Understanding Crime: A Tale Of Two Cities – Chapter 1

springfield

Springfield

After I published my last blog I received an email from Susan W: “So why does Chicago have such a high murder rate?”  She’s not the only one asking that question.   Problem is that the answer isn’t a single answer because there’s no type of behavior that can be explained by one, single factor.  In the preface to its report, the FBI lists thirteen factors that need to be taken into account, including  economic conditions, culture, marital situations, crime reporting practices of the citizenry, population density, age cohorts, etc., etc., etc.  And the report states that these are “some” of the factors that might influence crime levels.

Over the next couple of weeks I’m going to take the FBI at its word and use those factors plus others to try and construct a profile for two cities that have very different crime patterns even though they are extremely similar in many of the social, economic, cultural, demographic and law enforcement categories listed by the FBI.  And just as important as the statistical data is the fact that I happen to live midway between these two cities, I travel through them all the time, and I know their histories and even some of their current residents very well.

I’m talking about two cities in Massachusetts: Springfield and Worcester.  Let’s look at some quick numbers.  Population: Worcester is 183,247; Springfield is 154,518. Per-capita income: Worcester is $24,544; Springfield is $18,483.  Percentage of workforce in administrative or sales: Exactly the same (15% and 10%.)  Unemployment: Worcester is 7.7%, Springfield is 8.4%  Public school reading proficiency: Same for both – 69%.  Data is all from the Bureau of Labor Statistics, whose websites are shut down at the moment.
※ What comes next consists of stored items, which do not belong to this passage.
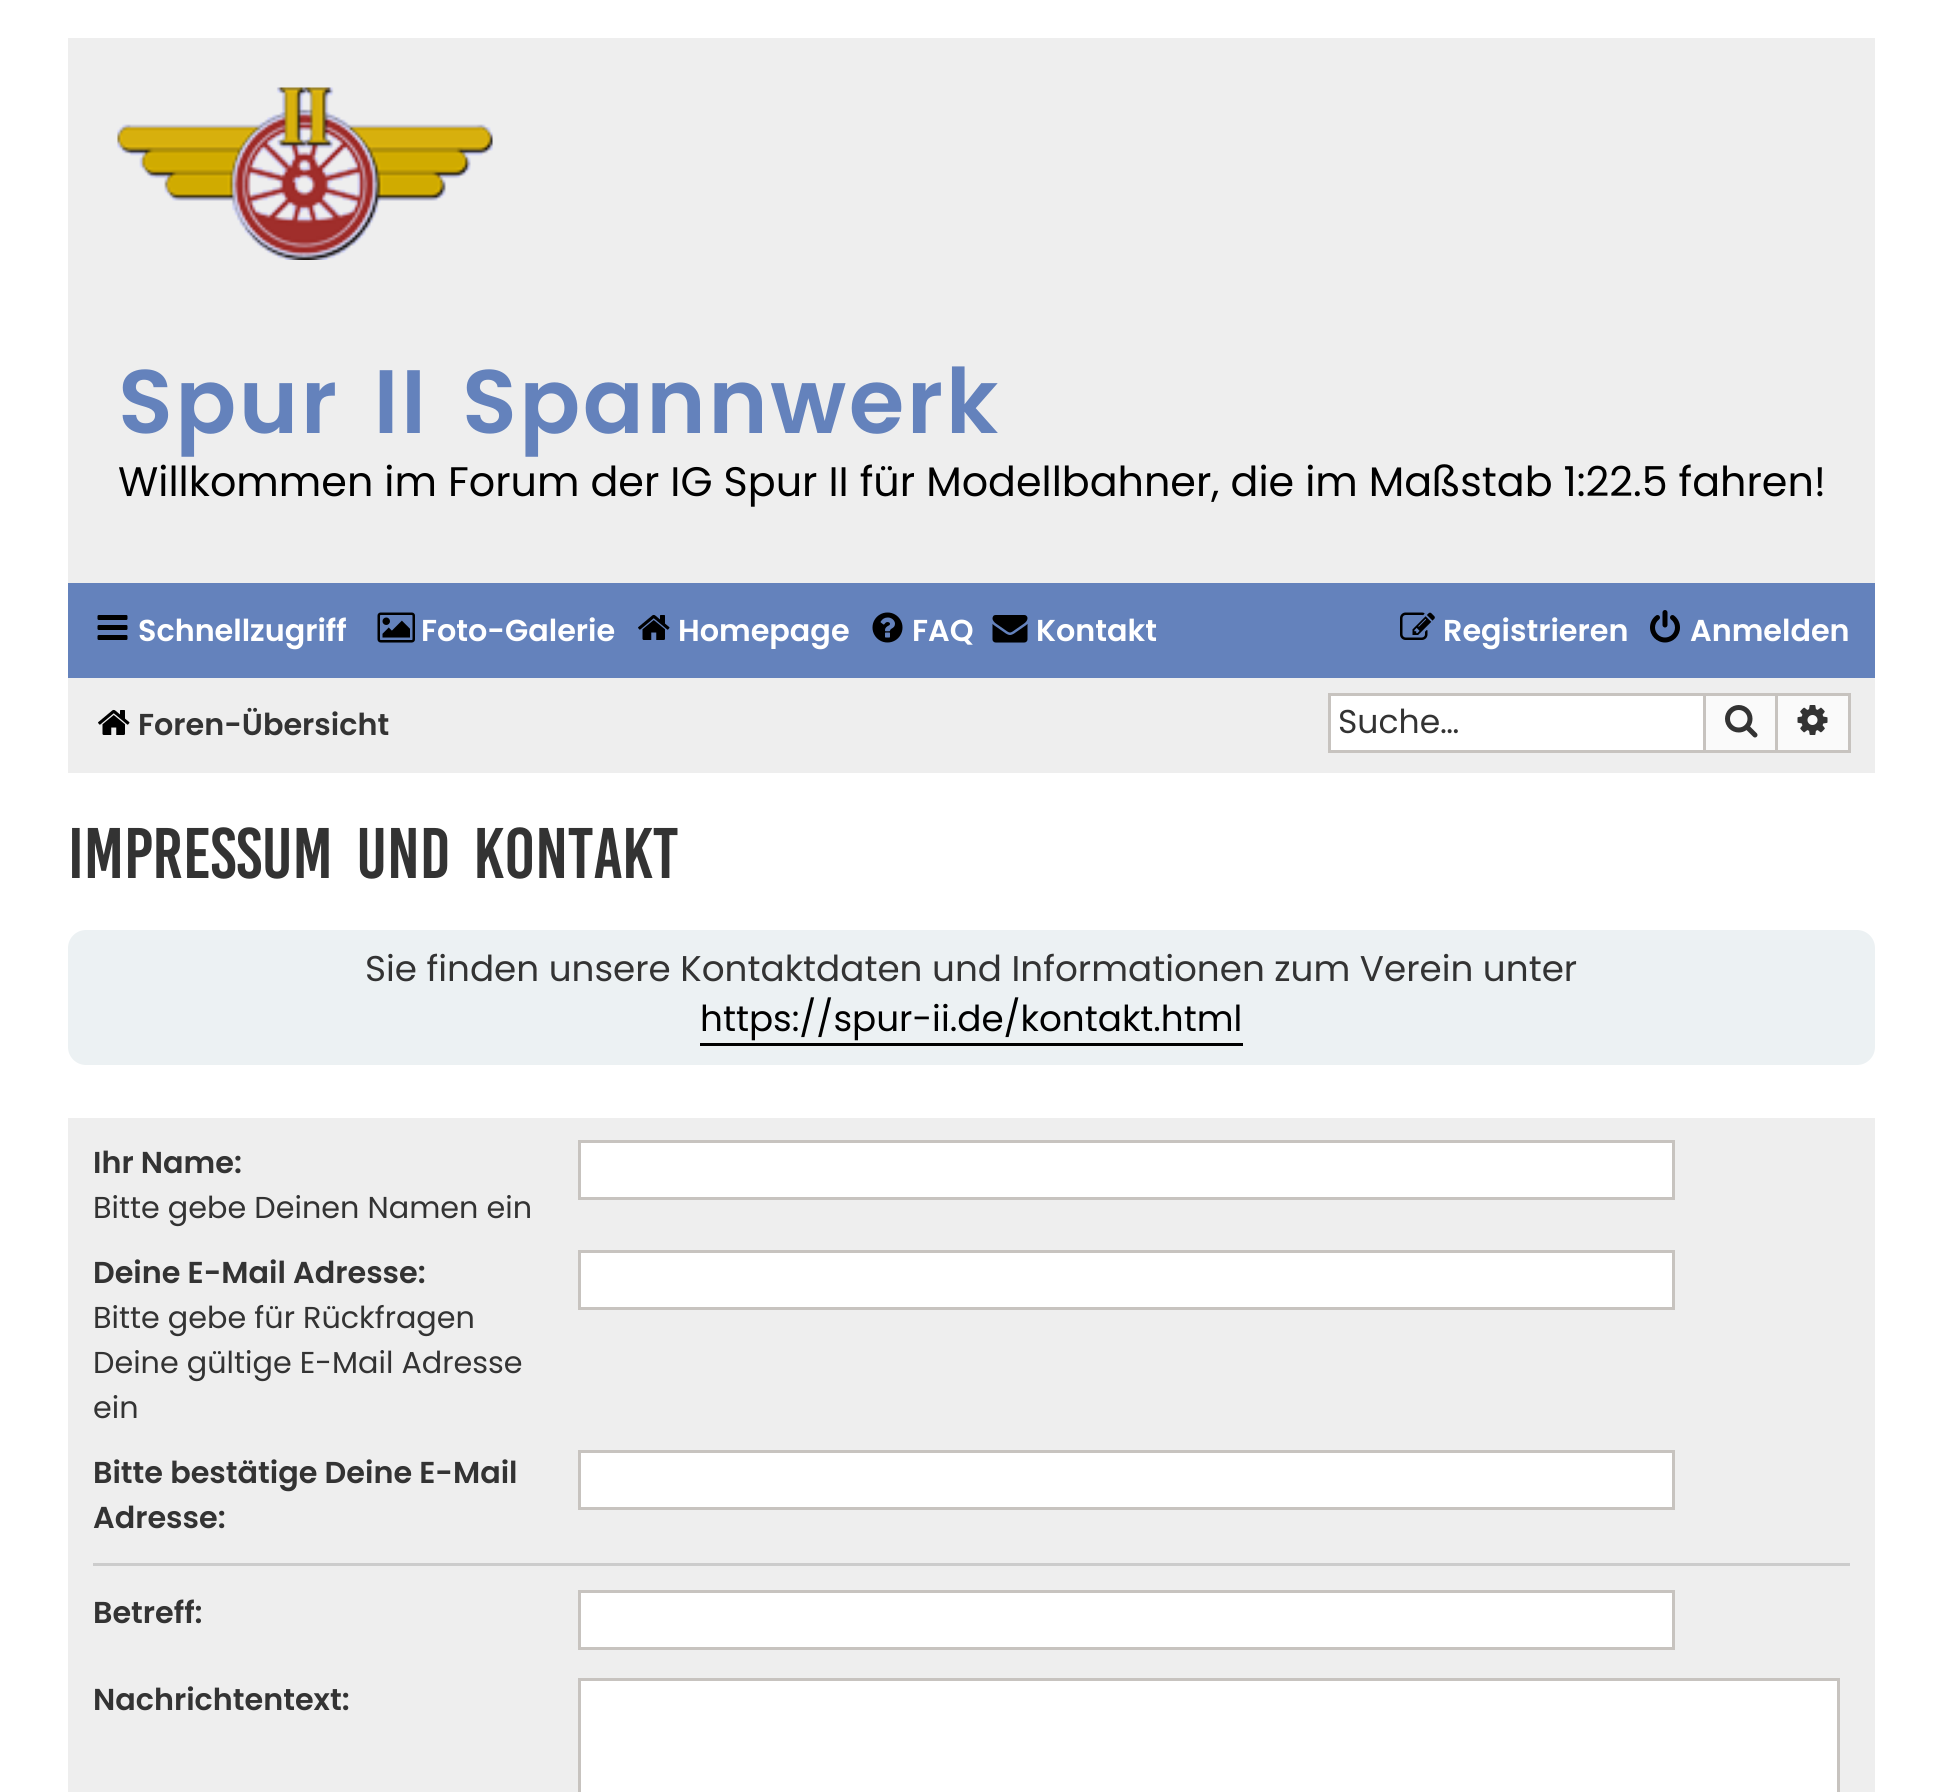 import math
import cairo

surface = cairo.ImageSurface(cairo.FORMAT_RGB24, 1942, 1792)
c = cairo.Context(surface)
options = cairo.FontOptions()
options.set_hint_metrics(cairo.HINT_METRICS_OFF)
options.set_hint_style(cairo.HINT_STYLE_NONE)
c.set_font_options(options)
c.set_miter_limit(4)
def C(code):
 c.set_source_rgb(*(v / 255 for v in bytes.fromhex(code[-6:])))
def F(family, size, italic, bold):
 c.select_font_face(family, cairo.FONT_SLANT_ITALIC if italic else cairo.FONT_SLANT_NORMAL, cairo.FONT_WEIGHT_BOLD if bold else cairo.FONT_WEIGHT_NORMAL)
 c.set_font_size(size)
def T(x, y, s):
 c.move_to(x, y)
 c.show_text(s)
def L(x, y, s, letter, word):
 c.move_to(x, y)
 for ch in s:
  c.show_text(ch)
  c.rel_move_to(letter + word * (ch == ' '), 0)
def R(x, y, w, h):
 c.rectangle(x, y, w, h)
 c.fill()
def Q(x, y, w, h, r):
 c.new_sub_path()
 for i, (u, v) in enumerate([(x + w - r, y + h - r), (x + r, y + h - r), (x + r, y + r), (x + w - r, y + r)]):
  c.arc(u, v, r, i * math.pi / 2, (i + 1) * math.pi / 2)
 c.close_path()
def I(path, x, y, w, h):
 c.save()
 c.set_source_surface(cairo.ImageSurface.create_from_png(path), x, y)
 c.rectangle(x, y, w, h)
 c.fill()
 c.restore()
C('ffffff')
c.paint()
C('eeeeee')
R(68,38,1807,545)
I('1.png',117,87,376,173)
F('Poppins SemiBold',90,0,0)
C('6482bc')
L(118,433,'Spur II',2.5,10)
L(462,433,'Spannwerk',2.5,0)
F('Poppins',41.25,0,0)
C('000000')
T(118,496,'Willkommen im Forum der IG Spur II für Modellbahner, die im Maßstab 1:22.5 fahren!')
C('6482bc')
R(68,583,1807,95)
I('2.png',97,615,31,25)
F('Poppins SemiBold',30.25,0,0)
C('ffffff')
T(138,641,'Schnellzugriff')
I('3.png',377,612,38,31)
T(421,641,'Foto-Galerie')
I('4.png',638,614,32,26)
T(678,641,'Homepage')
I('5.png',872,612,31,31)
T(912,641,'FAQ')
I('6.png',992,615,36,28)
T(1036,641,'Kontakt')
I('7.png',1400,612,35,28)
T(1443,641,'Registrieren')
I('8.png',1650,610,30,33)
T(1690,641,'Anmelden')
C('eeeeee')
R(68,678,1807,95)
I('9.png',98,709,32,26)
C('333333')
T(138,735,'Foren-Übersicht')
C('ffffff')
R(1331,696,372,54)
C('c7c3bf')
R(1328,693,375,3)
R(1328,750,375,3)
R(1328,693,3,60)
F('Poppins',33,0,0)
C('333333')
T(1338,733,'Suche…')
C('fafafa')
c.rectangle(1704.5,694.5,72,57)
c.fill_preserve()
C('c7c3bf')
c.set_line_width(3)
c.stroke()
I('10.png',1725,705,33,33)
C('fafafa')
R(1778,696,70,54)
C('c7c3bf')
R(1778,693,72,3)
R(1848,693,3,60)
R(1778,750,72,3)
I('11.png',1797,705,31,30)
F('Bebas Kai',55,0,0)
C('333333')
L(68,878,'Impressum und Kontakt',0,10)
C('ecf1f3')
Q(68,930,1807,135,18)
c.fill()
F('Poppins',35.75,0,0)
C('333333')
T(365,981,'Sie finden unsere Kontaktdaten und Informationen zum Verein unter')
C('000000')
R(700,1043,543,3)
T(700,1031,'https://spur-ii.de/kontakt.html')
C('eeeeee')
R(68,1118,1807,674)
F('Poppins SemiBold',30.25,0,0)
C('333333')
T(93,1173,'Ihr Name:')
F('Poppins',30.25,0,0)
T(93,1218,'Bitte gebe Deinen Namen ein')
C('ffffff')
c.rectangle(579.5,1141.5,1094,57)
c.fill_preserve()
C('c7c3bf')
c.stroke()
F('Poppins SemiBold',30.25,0,0)
C('333333')
T(93,1283,'Deine E-Mail Adresse:')
F('Poppins',30.25,0,0)
T(93,1328,'Bitte gebe für Rückfragen')
T(93,1373,'Deine gültige E-Mail Adresse')
T(93,1418,'ein')
C('ffffff')
c.rectangle(579.5,1251.5,1094,57)
c.fill_preserve()
C('c7c3bf')
c.stroke()
F('Poppins SemiBold',30.25,0,0)
C('333333')
T(93,1483,'Bitte bestätige Deine E-Mail')
T(93,1528,'Adresse:')
C('ffffff')
c.rectangle(579.5,1451.5,1094,57)
c.fill_preserve()
C('c7c3bf')
c.stroke()
C('cccccc')
R(93,1563,1757,3)
C('333333')
T(93,1623,'Betreff:')
C('ffffff')
c.rectangle(579.5,1591.5,1094,57)
c.fill_preserve()
C('c7c3bf')
c.stroke()
C('333333')
T(93,1710,'Nachrichtentext:')
C('ffffff')
c.rectangle(579.5,1679.5,1259,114)
c.fill_preserve()
C('c7c3bf')
c.stroke()
surface.write_to_png('o.png')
One last demographic comparison which is usually relevant to discussions about crime.  While the per-capita income is substantially higher for Worcester versus Springfield, population density which is considered a major factor in crime rates (more urban = more crime) is almost exactly the same:  4,845 for Worcester, 4803 for Springfield. When we turn to crime data, however, all similarities disappear.  Let’s look at homicide first.

worcester

Worcester

 

In 2012, Springfield’s (per 100,000) homicide rate was 7.14, in Worcester it was 4.3.  Rape was 25 to 18, robbery was 351 to 228, overall violent crime rates were 1,042 to 960, the parity due to a higher rate of assault in Worcester than Springfield.  On the property crime side, there was no parity at all.  Springfield’s rate for burglary, larceny and auto theft was 4,561, Worcester registered 3,514.

Let’s put these numbers into the national context.  Worcester’s murder rate was slightly below the national rate; Springfield’s rate was nearly twice as high.  Worcester’s property crime rate was 18.6% higher than the national number, Springfield’s was 37.3% higher.  So if you live in Worcester, your body is a little safer than anywhere else in America but your property is somewhat more at risk.  If you live in Springfield, I suggest you stay inside at all times, double-lock your doors and get rid of your car.